Harrison's early schooling took place in a log cabin near his home, but his parents later arranged for a tutor to help him with college preparatory studies. Fourteen-year-old Benjamin and his older brother, Irwin, enrolled in Farmer's College near Cincinnati, Ohio, in 1847. He attended the college for two years[b] and while there met his future wife, Caroline "Carrie" Lavinia Scott. She was a daughter of John Witherspoon Scott, who was the school's science professor and also a Presbyterian minister.

Harrison transferred to Miami University in Oxford, Ohio, in 1850, and graduated in 1852. He joined the Phi Delta Theta fraternity, which he used as a network for much of his life.[17] He was also a member of Delta Chi, a law fraternity that permitted dual membership.[18] Classmates included John Alexander Anderson, who became a six-term U.S. congressman, and Whitelaw Reid, Harrison's vice presidential running mate in 1892. At Miami, Harrison was strongly influenced by history and political economy professor Robert Hamilton Bishop. He also joined a Presbyterian church at college and, like his mother, became a lifelong Presbyterian.

Marriage and early career

After his college graduation in 1852, Harrison studied law with Judge Bellamy Storer of Cincinnati, but before he completed his studies, he returned to Oxford, Ohio, to marry Caroline Scott on October 20, 1853. Caroline's father, a Presbyterian minister, performed the ceremony. The Harrisons had two children, Russell Benjamin Harrison and Mary "Mamie" Scott Harrison.

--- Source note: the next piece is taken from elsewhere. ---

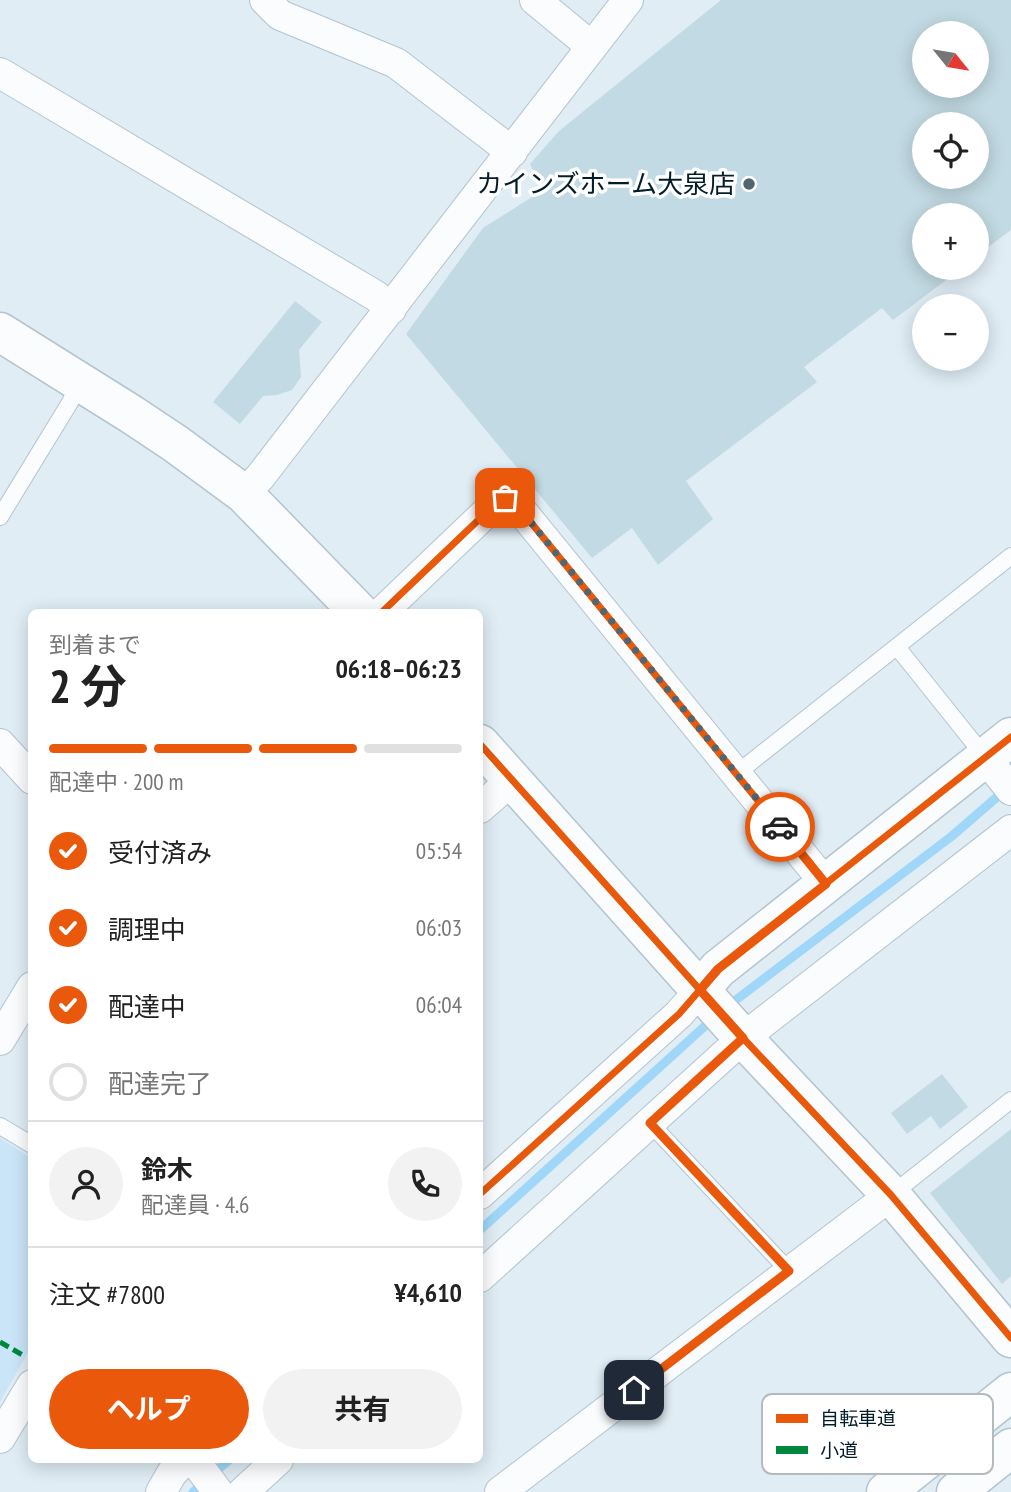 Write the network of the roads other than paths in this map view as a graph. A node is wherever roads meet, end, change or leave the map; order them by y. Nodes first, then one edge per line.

Harrison and his wife returned to live at The Point, his father's farm in southwestern Ohio, while he finished his law studies. Harrison was admitted to the Ohio bar in early 1854,[24] the same year he sold property he had inherited after the death of an aunt for $800 (equivalent to $27,129 in 2023), and used the funds to move with Caroline to Indianapolis, Indiana.[26] Harrison began practicing law in the office of John H. Ray in 1854 and became a crier for the federal court in Indianapolis, for which he was paid $2.50 per day. He also served as a Commissioner for the U.S. Court of Claims. Harrison became a founding member and first president of both the University Club, a private gentlemen's club in Indianapolis, and the Phi Delta Theta Alumni Club. Harrison and his wife became members and assumed leadership positions at Indianapolis's First Presbyterian Church.

Having grown up in a Whig household, Harrison initially favored that party's politics, but joined the Republican Party shortly after its formation in 1856 and campaigned on behalf of Republican presidential candidate John C. Frémont. In 1857 Harrison was elected Indianapolis city attorney, a position that paid an annual salary of $400 (equivalent to $13,080 in 2023).

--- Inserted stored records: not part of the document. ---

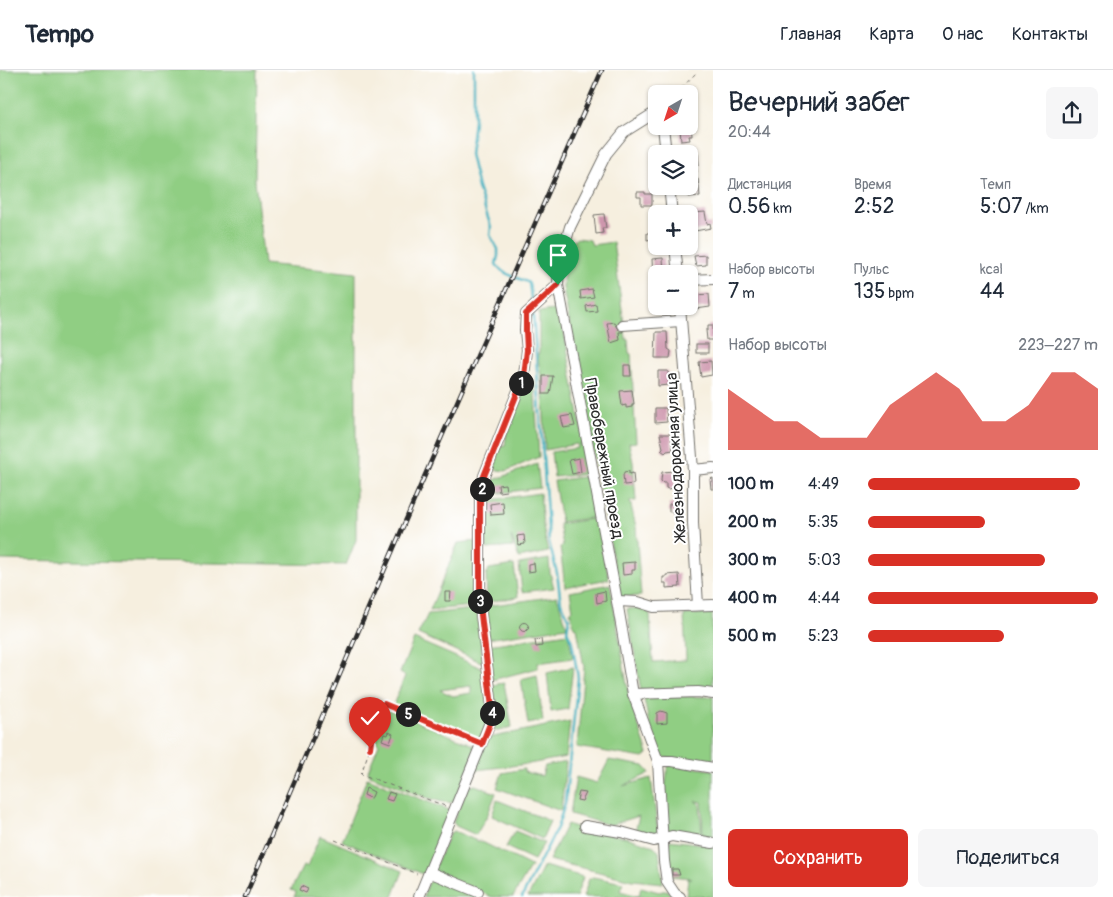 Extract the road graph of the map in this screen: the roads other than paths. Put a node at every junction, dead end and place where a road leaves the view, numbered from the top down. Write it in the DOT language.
graph roads {
  1 [pos="648,117"];
  2 [pos="713,279"];
  3 [pos="698,280"];
  4 [pos="558,285"];
  5 [pos="681,315"];
  6 [pos="681,321"];
  7 [pos="622,325"];
  8 [pos="713,468"];
  9 [pos="694,470"];
  10 [pos="617,601"];
  11 [pos="698,605"];
  12 [pos="713,605"];
  13 [pos="633,694"];
  14 [pos="713,694"];
  15 [pos="658,761"];
  16 [pos="713,768"];
  17 [pos="585,826"];
  18 [pos="662,839"];
  19 [pos="713,843"];
  20 [pos="428,875"];
  21 [pos="478,892"];
  22 [pos="419,897"];
  23 [pos="680,897"];
  1 -- 4 [label="street, Правобережный проезд"];
  2 -- 3 [label="street"];
  4 -- 10 [label="street, Правобережный проезд"];
  4 -- 20 [label="street"];
  5 -- 6 [label="street, Железнодорожная улица"];
  6 -- 7 [label="street"];
  6 -- 9 [label="street, Железнодорожная улица"];
  8 -- 9 [label="street"];
  9 -- 11 [label="street, Железнодорожная улица"];
  10 -- 11 [label="street"];
  10 -- 13 [label="street, Правобережный проезд"];
  11 -- 12 [label="street"];
  13 -- 14 [label="street"];
  13 -- 15 [label="street, Правобережный проезд"];
  15 -- 16 [label="street"];
  15 -- 18 [label="street, Правобережный проезд"];
  17 -- 18 [label="street"];
  18 -- 19 [label="street"];
  18 -- 23 [label="street, Правобережный проезд"];
  20 -- 21 [label="street"];
  20 -- 22 [label="street"];
}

In 1858, Harrison entered into a law partnership with William Wallace to form the law office of Wallace and Harrison. In 1860, he was elected reporter of the Indiana Supreme Court. Harrison was an active supporter of the Republican Party's platform and served as Republican State Committee's secretary. After Wallace, his law partner, was elected county clerk in 1860, Harrison established a new firm with William Fishback, Fishback and Harrison. The new partners worked together until Harrison entered the Union Army after the start of the American Civil War.

Civil War

In 1862, PresidentAbraham Lincoln issued a call for more recruits for the Union Army; Harrison wanted to enlist, but worried about how to support his young family. While visiting Governor Oliver Morton, Harrison found him distressed over the shortage of men answering the latest call. Harrison told the governor, "If I can be of any service, I will go."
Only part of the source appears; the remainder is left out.